The federal Food and Drug Administration (FDA) has a power that is unique in the health care system, and which in some respects is hard to justify. Although physicians may legally engage in almost any kind of experimental surgery, they cannot administer a drug unless it has first been approved by the FDA. This is a puzzling division of power, considering that on the whole surgery is much more life threatening than drugs. Moreover, since 1976, the FDA has extended its reach, and it now controls all implanted devices, ranging from pacemakers and artificial joints to breast implants. Whereas cosmetic surgeons have virtually unlimited freedom to perform experimental breast surgery, their right to use a conventional breast implant is regulated by the FDA. In addition, Medicare is citing FDA policies in refusing to pay for the latest cancer-fighting drugs.

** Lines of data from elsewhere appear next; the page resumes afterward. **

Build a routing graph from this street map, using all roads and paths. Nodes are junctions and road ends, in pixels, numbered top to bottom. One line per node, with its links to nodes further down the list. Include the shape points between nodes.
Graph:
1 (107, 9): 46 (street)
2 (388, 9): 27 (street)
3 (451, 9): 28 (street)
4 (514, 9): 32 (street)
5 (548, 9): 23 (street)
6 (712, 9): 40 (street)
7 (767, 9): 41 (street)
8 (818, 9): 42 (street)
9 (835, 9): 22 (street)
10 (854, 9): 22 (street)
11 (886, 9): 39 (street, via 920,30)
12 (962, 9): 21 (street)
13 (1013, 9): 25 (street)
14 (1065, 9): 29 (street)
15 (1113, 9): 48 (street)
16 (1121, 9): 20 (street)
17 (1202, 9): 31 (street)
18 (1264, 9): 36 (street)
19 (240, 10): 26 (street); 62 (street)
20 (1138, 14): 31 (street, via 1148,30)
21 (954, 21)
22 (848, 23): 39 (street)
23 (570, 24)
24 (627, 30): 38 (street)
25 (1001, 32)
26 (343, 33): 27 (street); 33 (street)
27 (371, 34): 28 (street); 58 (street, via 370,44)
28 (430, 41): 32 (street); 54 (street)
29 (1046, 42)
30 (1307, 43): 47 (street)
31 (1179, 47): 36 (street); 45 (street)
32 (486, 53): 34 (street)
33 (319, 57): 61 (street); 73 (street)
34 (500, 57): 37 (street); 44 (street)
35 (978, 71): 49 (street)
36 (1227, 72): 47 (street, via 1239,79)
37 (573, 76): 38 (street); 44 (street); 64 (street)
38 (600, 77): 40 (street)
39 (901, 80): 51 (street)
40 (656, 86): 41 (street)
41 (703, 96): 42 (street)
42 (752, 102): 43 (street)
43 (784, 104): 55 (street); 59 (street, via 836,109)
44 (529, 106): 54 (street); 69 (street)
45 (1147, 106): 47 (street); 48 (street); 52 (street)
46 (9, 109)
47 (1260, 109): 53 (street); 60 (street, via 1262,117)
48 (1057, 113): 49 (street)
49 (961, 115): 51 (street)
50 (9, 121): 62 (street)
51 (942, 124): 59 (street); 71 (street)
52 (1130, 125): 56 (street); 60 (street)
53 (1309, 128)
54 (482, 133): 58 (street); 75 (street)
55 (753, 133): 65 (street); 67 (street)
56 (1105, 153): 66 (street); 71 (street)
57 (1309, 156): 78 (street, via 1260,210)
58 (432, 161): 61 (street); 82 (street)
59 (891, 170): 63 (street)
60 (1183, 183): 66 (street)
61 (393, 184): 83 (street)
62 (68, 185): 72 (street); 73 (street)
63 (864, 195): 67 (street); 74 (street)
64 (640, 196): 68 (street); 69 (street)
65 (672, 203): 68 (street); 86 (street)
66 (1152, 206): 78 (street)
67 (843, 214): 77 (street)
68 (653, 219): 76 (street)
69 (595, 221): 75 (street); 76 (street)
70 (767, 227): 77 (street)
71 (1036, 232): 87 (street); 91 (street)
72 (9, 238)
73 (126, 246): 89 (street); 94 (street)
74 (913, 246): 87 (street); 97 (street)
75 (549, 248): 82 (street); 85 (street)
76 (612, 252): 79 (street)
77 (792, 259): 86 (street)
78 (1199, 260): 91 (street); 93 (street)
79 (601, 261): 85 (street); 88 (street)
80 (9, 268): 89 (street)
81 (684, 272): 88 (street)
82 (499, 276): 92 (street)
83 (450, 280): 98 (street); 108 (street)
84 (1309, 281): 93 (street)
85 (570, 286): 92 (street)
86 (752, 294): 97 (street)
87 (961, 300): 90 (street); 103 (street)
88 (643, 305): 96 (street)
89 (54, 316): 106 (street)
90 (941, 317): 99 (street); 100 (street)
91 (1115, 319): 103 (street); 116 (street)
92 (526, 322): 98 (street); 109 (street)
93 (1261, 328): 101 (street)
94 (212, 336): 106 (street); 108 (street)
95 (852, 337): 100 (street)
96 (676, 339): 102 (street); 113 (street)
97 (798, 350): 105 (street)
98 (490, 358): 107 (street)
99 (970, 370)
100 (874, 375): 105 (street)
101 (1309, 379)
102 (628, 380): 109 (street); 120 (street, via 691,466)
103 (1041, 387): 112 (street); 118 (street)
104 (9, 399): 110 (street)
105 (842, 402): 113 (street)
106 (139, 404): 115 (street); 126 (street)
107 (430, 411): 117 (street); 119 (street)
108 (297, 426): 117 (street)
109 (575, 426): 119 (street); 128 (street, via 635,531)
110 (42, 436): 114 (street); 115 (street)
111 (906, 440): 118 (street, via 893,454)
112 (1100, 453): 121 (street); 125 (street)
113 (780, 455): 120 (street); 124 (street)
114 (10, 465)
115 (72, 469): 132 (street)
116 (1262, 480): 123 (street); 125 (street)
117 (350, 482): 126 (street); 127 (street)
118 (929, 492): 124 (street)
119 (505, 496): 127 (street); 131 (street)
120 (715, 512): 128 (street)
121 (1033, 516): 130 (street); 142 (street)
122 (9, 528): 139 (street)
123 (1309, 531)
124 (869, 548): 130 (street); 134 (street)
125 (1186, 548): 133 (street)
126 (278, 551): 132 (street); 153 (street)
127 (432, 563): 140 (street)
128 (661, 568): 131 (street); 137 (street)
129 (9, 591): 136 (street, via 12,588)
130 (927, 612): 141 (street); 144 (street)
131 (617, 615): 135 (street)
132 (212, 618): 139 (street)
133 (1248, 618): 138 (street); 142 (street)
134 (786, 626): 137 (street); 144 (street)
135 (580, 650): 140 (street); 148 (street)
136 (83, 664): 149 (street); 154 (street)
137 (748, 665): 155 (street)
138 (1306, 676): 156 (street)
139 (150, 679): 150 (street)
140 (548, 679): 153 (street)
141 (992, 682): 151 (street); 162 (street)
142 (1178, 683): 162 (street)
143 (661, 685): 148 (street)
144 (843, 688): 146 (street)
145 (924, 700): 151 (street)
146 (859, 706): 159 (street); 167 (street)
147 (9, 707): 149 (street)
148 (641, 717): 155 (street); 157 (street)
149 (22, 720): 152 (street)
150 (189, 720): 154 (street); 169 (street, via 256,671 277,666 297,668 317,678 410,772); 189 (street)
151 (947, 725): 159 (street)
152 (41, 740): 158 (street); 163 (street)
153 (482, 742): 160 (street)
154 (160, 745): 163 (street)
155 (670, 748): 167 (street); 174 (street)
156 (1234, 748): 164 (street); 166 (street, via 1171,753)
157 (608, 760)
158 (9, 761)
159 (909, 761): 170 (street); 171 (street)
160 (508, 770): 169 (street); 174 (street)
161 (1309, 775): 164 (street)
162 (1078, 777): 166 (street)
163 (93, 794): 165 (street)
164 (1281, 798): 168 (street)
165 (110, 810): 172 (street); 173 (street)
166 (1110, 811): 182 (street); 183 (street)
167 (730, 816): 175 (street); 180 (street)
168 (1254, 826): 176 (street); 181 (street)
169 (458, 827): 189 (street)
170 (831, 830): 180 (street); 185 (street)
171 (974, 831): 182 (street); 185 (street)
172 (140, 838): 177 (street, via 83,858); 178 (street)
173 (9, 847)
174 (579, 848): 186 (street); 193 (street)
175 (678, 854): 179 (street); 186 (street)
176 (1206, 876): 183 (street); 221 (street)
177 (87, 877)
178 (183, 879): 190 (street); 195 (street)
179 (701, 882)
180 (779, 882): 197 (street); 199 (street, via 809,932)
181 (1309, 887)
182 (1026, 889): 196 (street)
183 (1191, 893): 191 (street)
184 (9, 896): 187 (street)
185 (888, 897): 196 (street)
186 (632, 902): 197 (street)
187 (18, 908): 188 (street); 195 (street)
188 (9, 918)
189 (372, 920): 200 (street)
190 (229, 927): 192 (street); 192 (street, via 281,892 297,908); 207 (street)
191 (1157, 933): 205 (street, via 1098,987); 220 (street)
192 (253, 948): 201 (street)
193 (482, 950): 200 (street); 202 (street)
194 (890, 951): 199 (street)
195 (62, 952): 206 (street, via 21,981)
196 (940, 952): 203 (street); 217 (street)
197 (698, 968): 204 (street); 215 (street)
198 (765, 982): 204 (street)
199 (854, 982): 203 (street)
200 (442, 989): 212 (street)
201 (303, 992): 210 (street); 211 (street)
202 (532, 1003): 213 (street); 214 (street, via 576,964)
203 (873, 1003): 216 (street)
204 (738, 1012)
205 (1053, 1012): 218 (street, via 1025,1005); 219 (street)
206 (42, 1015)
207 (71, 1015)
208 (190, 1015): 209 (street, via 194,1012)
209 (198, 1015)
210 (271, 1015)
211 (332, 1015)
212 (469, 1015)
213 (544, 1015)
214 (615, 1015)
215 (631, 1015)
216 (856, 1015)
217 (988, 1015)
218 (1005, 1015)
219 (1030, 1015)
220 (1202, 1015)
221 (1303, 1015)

In recent years, the wisdom of investing the FDA with so much power has been called into question. AIDS patients, unable to get access to experimental drugs, have invaded the FDA’s Washington headquarters in protest. Alzheimer’s disease patients, unable to obtain the drug THA, have filed a class action suit. Breast cancer patients have formed an anti-FDA lobbying group, and even the National Cancer Institute has complained about FDA tardiness in approving new drugs.

Such complaints are not new. In the professional literature in the 1970s, the FDA was accused of responsibility for 10,000 heart-related deaths a year because it kept beta-blockers off the U.S. market long after they had proved successful in Europe. The current policy of denying people on death’s doorstop an opportunity to take risks would seem unwarranted and in need of change.